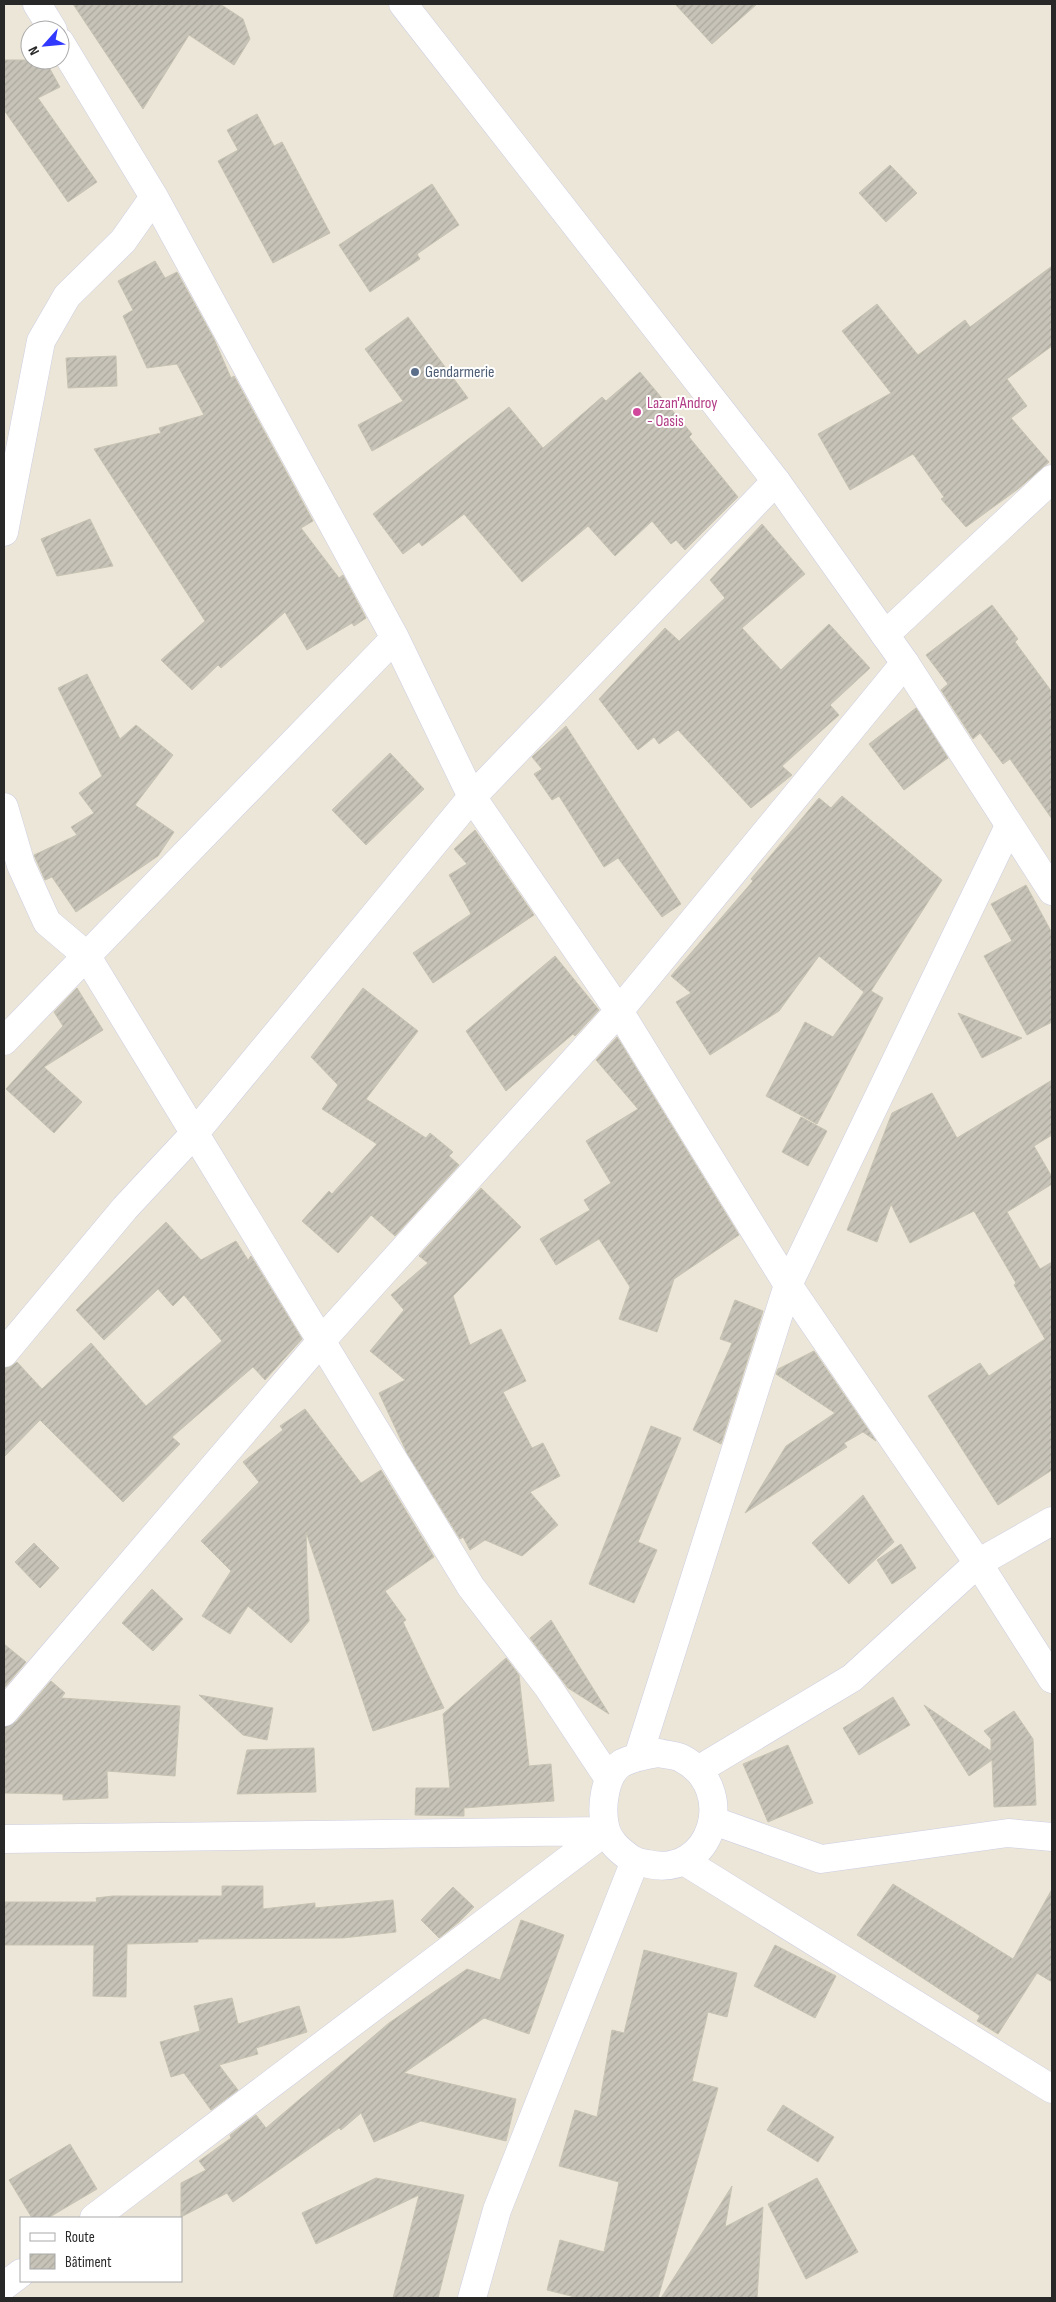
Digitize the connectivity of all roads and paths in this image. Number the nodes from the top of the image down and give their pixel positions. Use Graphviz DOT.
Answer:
graph roads {
  1 [pos="37,4"];
  2 [pos="403,4"];
  3 [pos="47,20"];
  4 [pos="70,58"];
  5 [pos="154,197"];
  6 [pos="776,480"];
  7 [pos="1052,480"];
  8 [pos="4,532"];
  9 [pos="886,635"];
  10 [pos="395,638"];
  11 [pos="905,662"];
  12 [pos="472,797"];
  13 [pos="4,807"];
  14 [pos="1009,826"];
  15 [pos="1052,891"];
  16 [pos="86,955"];
  17 [pos="619,1011"];
  18 [pos="4,1041"];
  19 [pos="194,1134"];
  20 [pos="788,1285"];
  21 [pos="322,1340"];
  22 [pos="4,1353"];
  23 [pos="1052,1520"];
  24 [pos="978,1563"];
  25 [pos="1052,1680"];
  26 [pos="4,1712"];
  27 [pos="638,1757"];
  28 [pos="698,1770"];
  29 [pos="609,1779"];
  30 [pos="714,1821"];
  31 [pos="606,1831"];
  32 [pos="1052,1837"];
  33 [pos="4,1839"];
  34 [pos="684,1860"];
  35 [pos="635,1862"];
  36 [pos="1052,2089"];
  37 [pos="95,2217"];
  38 [pos="20,2274"];
  39 [pos="4,2286"];
  40 [pos="472,2298"];
  1 -- 3 [label="street"];
  2 -- 6 [label="street"];
  4 -- 5 [label="street"];
  5 -- 8 [label="street"];
  5 -- 10 [label="street"];
  6 -- 9 [label="street"];
  6 -- 12 [label="street"];
  7 -- 9 [label="street"];
  9 -- 11 [label="street"];
  10 -- 12 [label="street"];
  10 -- 16 [label="street"];
  11 -- 14 [label="street"];
  11 -- 17 [label="street"];
  12 -- 17 [label="street"];
  12 -- 19 [label="street"];
  13 -- 16 [label="street"];
  14 -- 15 [label="street"];
  14 -- 20 [label="street"];
  16 -- 18 [label="street"];
  16 -- 19 [label="street"];
  17 -- 20 [label="street"];
  17 -- 21 [label="street"];
  19 -- 21 [label="street"];
  19 -- 22 [label="street"];
  20 -- 24 [label="street"];
  20 -- 27 [label="street"];
  21 -- 26 [label="street"];
  21 -- 29 [label="street"];
  23 -- 24 [label="street"];
  24 -- 25 [label="street"];
  24 -- 28 [label="street"];
  27 -- 28 [label="street"];
  27 -- 29 [label="street"];
  28 -- 30 [label="street"];
  29 -- 31 [label="street"];
  30 -- 32 [label="street"];
  30 -- 34 [label="street"];
  31 -- 33 [label="street"];
  31 -- 35 [label="street"];
  31 -- 37 [label="street"];
  34 -- 35 [label="street"];
  34 -- 36 [label="street"];
  35 -- 40 [label="street"];
  38 -- 39 [label="street"];
}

▶ [TRY IT]:
Give every entry back unchanged, with no pictures.

▶ [EXERCISE ANSWER]:
Digitize the connectivity of all roads and paths in this image. Number the nodes from the top of the image down and give their pixel positions. Use Graphviz DOT.
Answer:
graph roads {
  1 [pos="37,4"];
  2 [pos="403,4"];
  3 [pos="47,20"];
  4 [pos="70,58"];
  5 [pos="154,197"];
  6 [pos="776,480"];
  7 [pos="1052,480"];
  8 [pos="4,532"];
  9 [pos="886,635"];
  10 [pos="395,638"];
  11 [pos="905,662"];
  12 [pos="472,797"];
  13 [pos="4,807"];
  14 [pos="1009,826"];
  15 [pos="1052,891"];
  16 [pos="86,955"];
  17 [pos="619,1011"];
  18 [pos="4,1041"];
  19 [pos="194,1134"];
  20 [pos="788,1285"];
  21 [pos="322,1340"];
  22 [pos="4,1353"];
  23 [pos="1052,1520"];
  24 [pos="978,1563"];
  25 [pos="1052,1680"];
  26 [pos="4,1712"];
  27 [pos="638,1757"];
  28 [pos="698,1770"];
  29 [pos="609,1779"];
  30 [pos="714,1821"];
  31 [pos="606,1831"];
  32 [pos="1052,1837"];
  33 [pos="4,1839"];
  34 [pos="684,1860"];
  35 [pos="635,1862"];
  36 [pos="1052,2089"];
  37 [pos="95,2217"];
  38 [pos="20,2274"];
  39 [pos="4,2286"];
  40 [pos="472,2298"];
  1 -- 3 [label="street"];
  2 -- 6 [label="street"];
  4 -- 5 [label="street"];
  5 -- 8 [label="street"];
  5 -- 10 [label="street"];
  6 -- 9 [label="street"];
  6 -- 12 [label="street"];
  7 -- 9 [label="street"];
  9 -- 11 [label="street"];
  10 -- 12 [label="street"];
  10 -- 16 [label="street"];
  11 -- 14 [label="street"];
  11 -- 17 [label="street"];
  12 -- 17 [label="street"];
  12 -- 19 [label="street"];
  13 -- 16 [label="street"];
  14 -- 15 [label="street"];
  14 -- 20 [label="street"];
  16 -- 18 [label="street"];
  16 -- 19 [label="street"];
  17 -- 20 [label="street"];
  17 -- 21 [label="street"];
  19 -- 21 [label="street"];
  19 -- 22 [label="street"];
  20 -- 24 [label="street"];
  20 -- 27 [label="street"];
  21 -- 26 [label="street"];
  21 -- 29 [label="street"];
  23 -- 24 [label="street"];
  24 -- 25 [label="street"];
  24 -- 28 [label="street"];
  27 -- 28 [label="street"];
  27 -- 29 [label="street"];
  28 -- 30 [label="street"];
  29 -- 31 [label="street"];
  30 -- 32 [label="street"];
  30 -- 34 [label="street"];
  31 -- 33 [label="street"];
  31 -- 35 [label="street"];
  31 -- 37 [label="street"];
  34 -- 35 [label="street"];
  34 -- 36 [label="street"];
  35 -- 40 [label="street"];
  38 -- 39 [label="street"];
}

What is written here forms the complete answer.